> _Your assignment_
The result should be every line of the listing that holds the word "Soares".

> _Dataset extract_
• • •
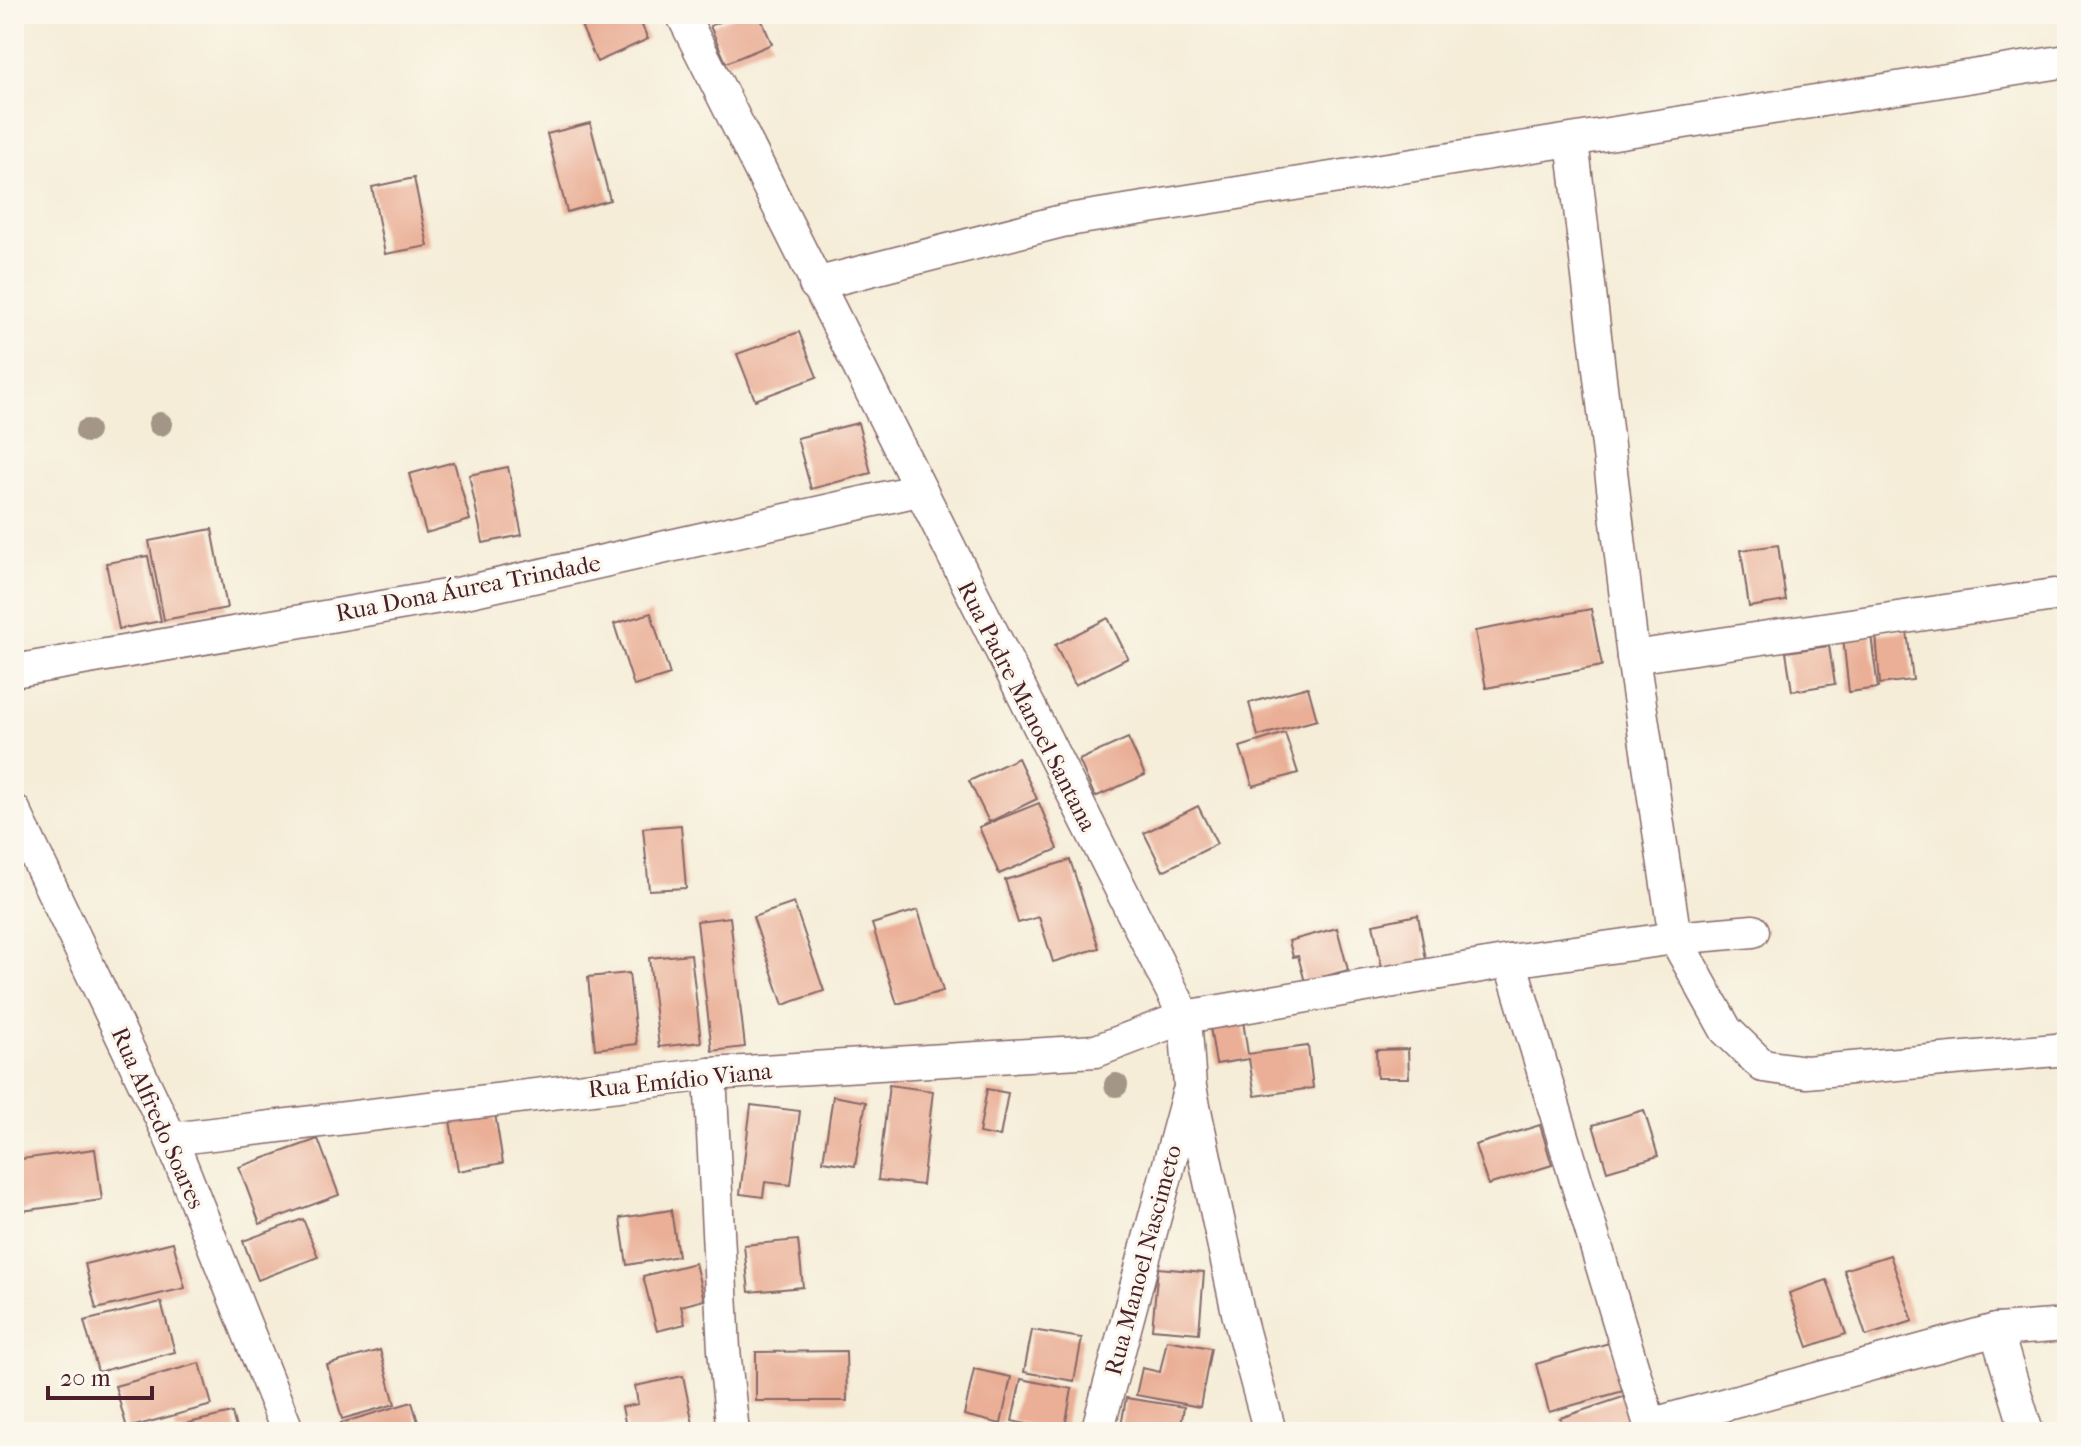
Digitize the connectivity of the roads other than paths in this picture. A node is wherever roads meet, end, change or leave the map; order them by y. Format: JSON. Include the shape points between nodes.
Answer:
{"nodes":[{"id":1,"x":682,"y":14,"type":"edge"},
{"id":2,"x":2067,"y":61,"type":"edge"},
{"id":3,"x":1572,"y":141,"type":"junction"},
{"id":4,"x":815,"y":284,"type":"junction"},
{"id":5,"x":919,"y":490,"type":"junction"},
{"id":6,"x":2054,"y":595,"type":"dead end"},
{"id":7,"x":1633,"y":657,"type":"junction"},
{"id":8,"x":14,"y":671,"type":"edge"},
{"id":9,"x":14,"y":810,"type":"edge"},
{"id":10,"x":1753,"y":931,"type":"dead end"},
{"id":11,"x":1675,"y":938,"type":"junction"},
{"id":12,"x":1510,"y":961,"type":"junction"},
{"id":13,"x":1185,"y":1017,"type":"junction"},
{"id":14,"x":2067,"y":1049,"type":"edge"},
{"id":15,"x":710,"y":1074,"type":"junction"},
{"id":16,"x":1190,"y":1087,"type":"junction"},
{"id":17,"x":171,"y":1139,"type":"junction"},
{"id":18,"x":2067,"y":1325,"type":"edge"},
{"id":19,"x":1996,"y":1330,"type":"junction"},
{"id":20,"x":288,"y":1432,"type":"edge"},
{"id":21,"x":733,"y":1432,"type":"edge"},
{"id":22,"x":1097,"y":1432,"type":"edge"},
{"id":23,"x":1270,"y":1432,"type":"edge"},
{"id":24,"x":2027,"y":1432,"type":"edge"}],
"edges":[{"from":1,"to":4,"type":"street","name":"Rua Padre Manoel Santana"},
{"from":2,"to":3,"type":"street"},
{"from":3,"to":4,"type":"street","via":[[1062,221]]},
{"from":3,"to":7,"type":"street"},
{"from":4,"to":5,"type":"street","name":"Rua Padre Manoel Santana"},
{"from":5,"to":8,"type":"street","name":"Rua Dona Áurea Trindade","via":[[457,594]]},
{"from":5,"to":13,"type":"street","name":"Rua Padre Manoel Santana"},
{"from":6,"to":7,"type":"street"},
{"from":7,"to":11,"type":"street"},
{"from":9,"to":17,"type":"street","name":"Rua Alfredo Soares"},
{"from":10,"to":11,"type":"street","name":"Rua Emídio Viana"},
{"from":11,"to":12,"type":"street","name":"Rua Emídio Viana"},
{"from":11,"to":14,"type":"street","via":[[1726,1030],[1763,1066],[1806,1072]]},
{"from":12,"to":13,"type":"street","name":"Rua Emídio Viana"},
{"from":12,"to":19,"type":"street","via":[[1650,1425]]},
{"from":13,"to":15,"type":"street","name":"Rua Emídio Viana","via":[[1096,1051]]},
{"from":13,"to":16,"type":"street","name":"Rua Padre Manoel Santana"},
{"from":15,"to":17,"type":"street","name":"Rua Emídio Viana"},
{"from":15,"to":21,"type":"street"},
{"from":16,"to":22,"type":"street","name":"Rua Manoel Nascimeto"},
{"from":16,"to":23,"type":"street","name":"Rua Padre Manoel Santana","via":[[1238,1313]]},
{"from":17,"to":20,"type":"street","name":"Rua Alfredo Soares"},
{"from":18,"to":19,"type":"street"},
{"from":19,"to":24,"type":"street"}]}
• • •
> _Solution_
{"from":9,"to":17,"type":"street","name":"Rua Alfredo Soares"},
{"from":17,"to":20,"type":"street","name":"Rua Alfredo Soares"},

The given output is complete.